● Aim of the task: Only lines holding "that" are wanted; copy each of them from the records below.

● Input data:
┌──

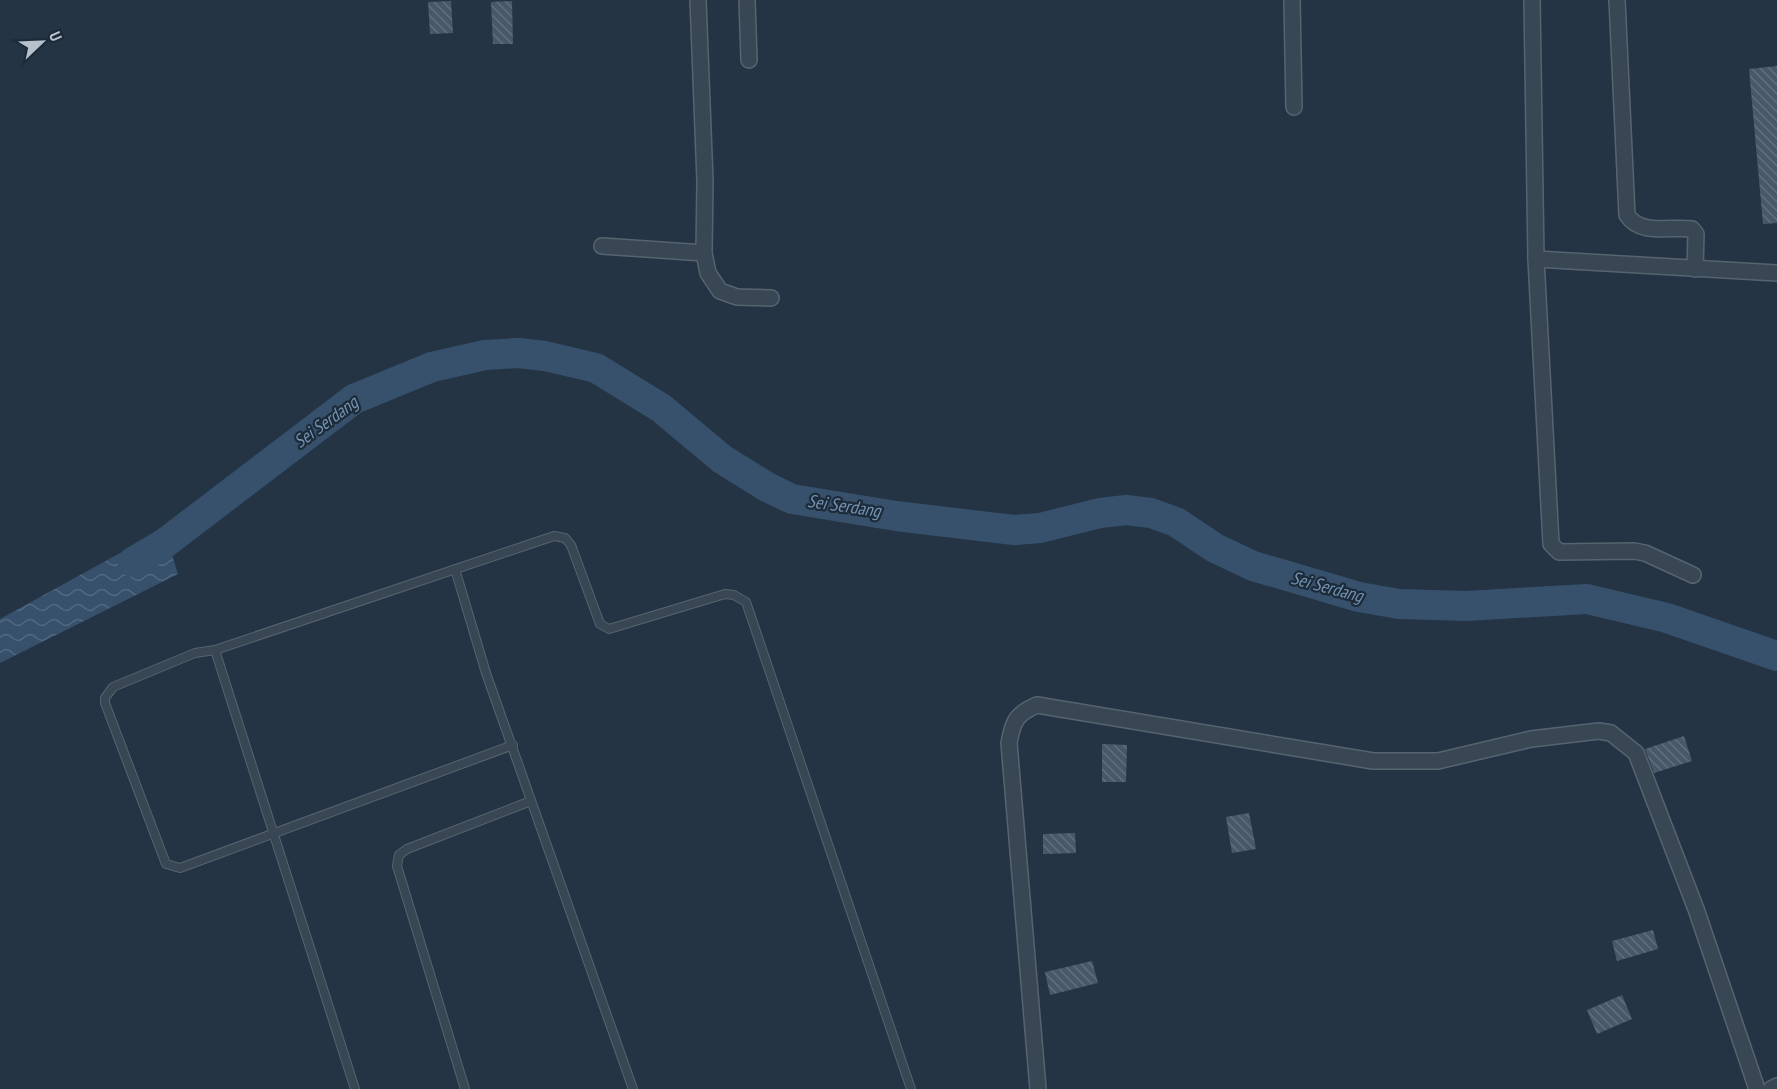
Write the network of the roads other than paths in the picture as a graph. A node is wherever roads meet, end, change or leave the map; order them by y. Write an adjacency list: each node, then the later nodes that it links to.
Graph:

└──
┌──

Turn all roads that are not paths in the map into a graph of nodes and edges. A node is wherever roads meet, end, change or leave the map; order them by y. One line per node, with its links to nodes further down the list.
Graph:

└──

● Exercise solution:
Write the network of the roads other than paths in the picture as a graph. A node is wherever roads meet, end, change or leave the map; order them by y. Write an adjacency list: each node, then the later nodes that it links to.
Turn all roads that are not paths in the map into a graph of nodes and edges. A node is wherever roads meet, end, change or leave the map; order them by y. One line per node, with its links to nodes further down the list.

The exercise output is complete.